# INSTRUCTIONS TO FOLLOW
Go through the data below and return each line where the string "that" appears.

# AVAILABLE DATA

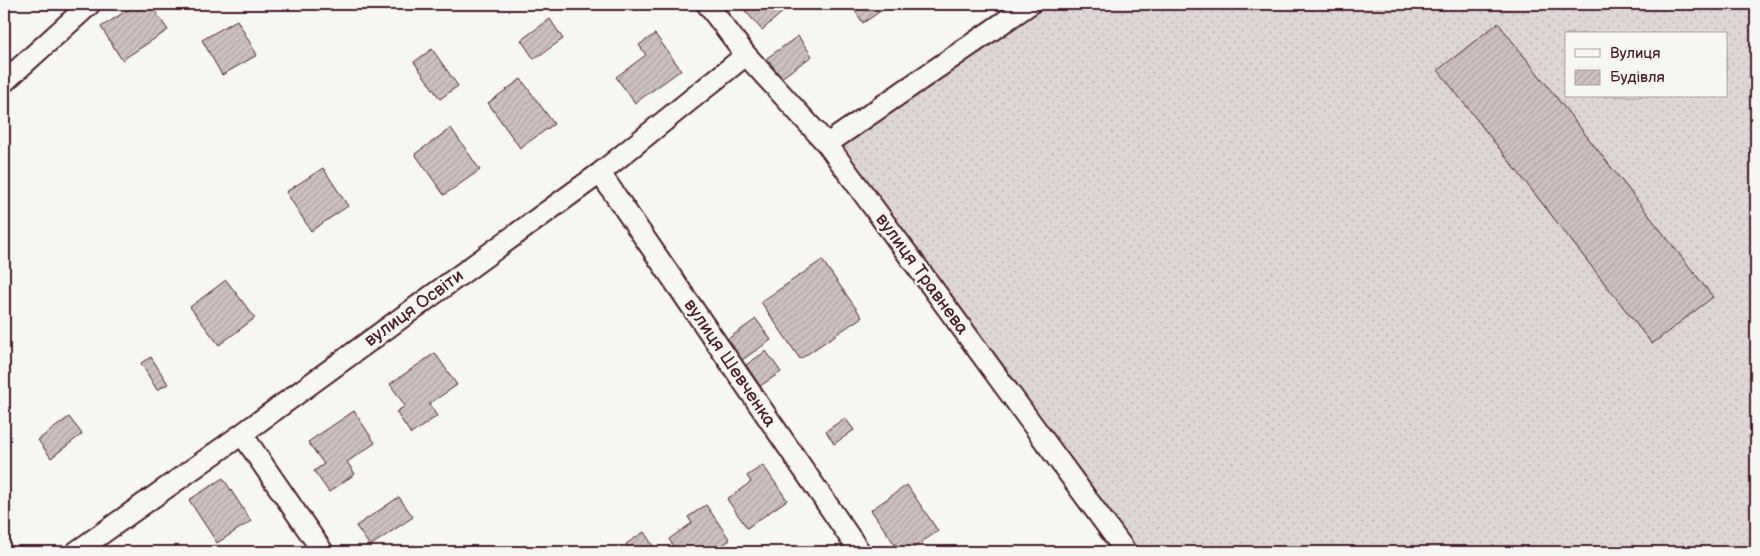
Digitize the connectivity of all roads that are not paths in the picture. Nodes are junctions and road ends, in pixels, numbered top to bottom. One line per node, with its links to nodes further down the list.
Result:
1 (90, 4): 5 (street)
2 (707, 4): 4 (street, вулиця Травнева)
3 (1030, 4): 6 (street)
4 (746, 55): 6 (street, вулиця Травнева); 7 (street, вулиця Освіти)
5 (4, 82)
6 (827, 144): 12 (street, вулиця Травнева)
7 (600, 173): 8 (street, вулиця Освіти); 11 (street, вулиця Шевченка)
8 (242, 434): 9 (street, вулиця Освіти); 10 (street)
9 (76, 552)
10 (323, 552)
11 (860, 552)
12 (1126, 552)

==

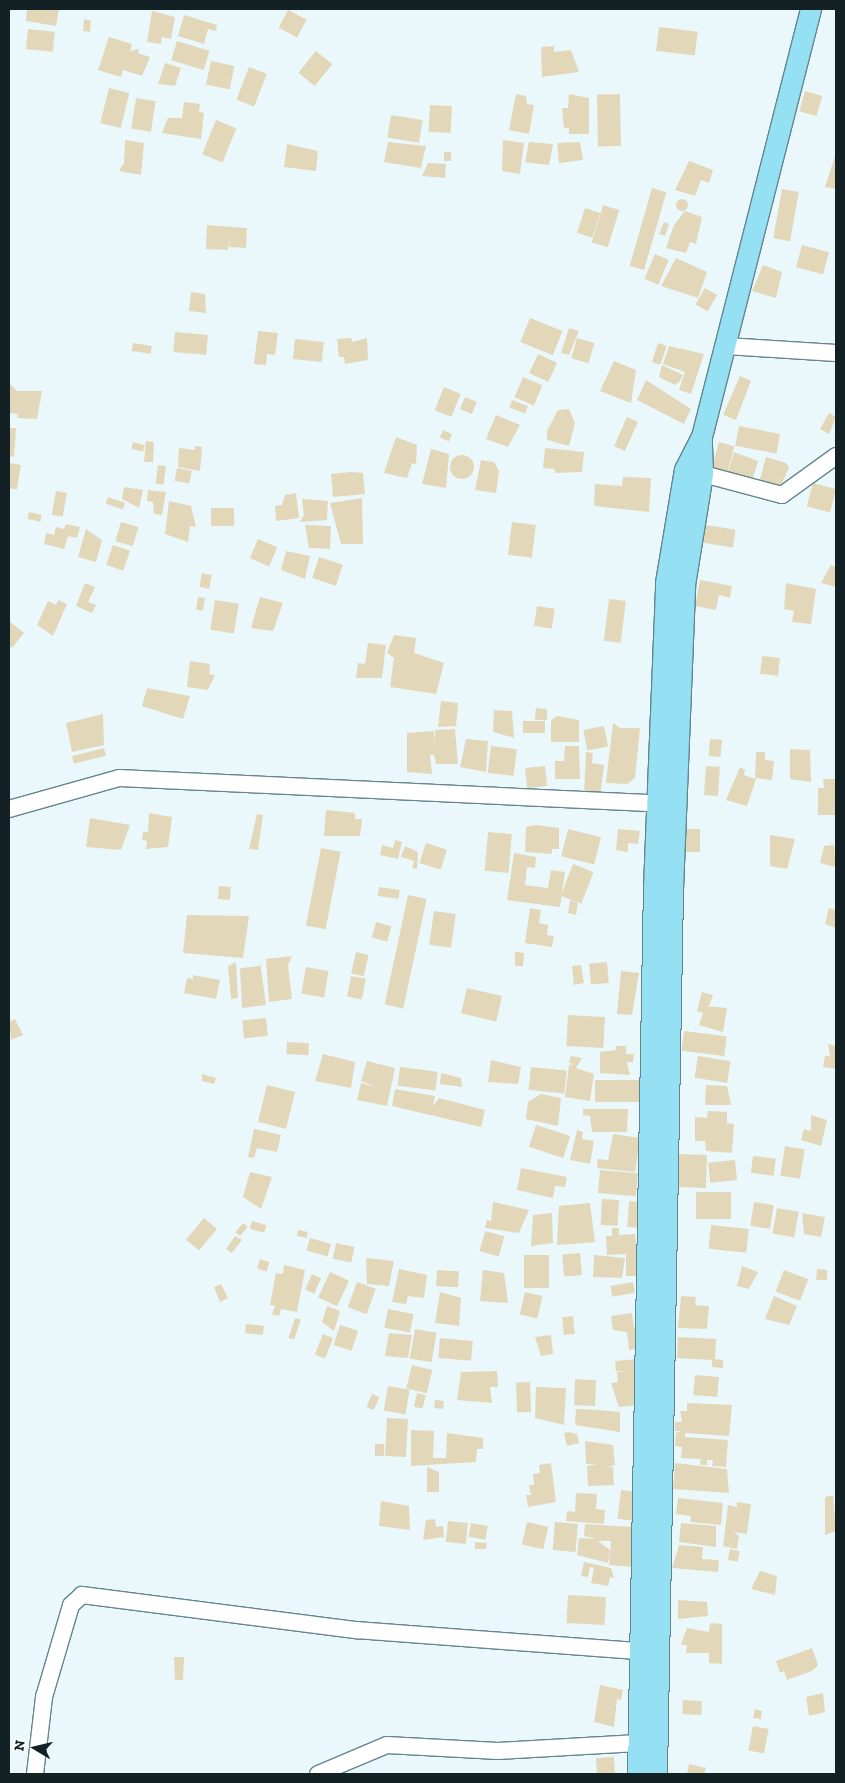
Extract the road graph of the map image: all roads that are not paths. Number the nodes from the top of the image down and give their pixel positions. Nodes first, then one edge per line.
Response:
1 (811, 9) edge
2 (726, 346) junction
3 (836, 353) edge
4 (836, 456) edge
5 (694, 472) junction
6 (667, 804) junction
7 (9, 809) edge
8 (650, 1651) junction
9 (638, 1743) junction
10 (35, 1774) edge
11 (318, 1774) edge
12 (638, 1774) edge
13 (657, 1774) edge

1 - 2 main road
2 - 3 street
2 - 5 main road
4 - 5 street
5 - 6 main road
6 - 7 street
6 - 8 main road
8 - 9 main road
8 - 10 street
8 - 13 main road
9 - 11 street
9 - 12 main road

# OUTPUT FOR THIS TASK
Digitize the connectivity of all roads that are not paths in the picture. Nodes are junctions and road ends, in pixels, numbered top to bottom. One line per node, with its links to nodes further down the list.
Extract the road graph of the map image: all roads that are not paths. Number the nodes from the top of the image down and give their pixel positions. Nodes first, then one edge per line.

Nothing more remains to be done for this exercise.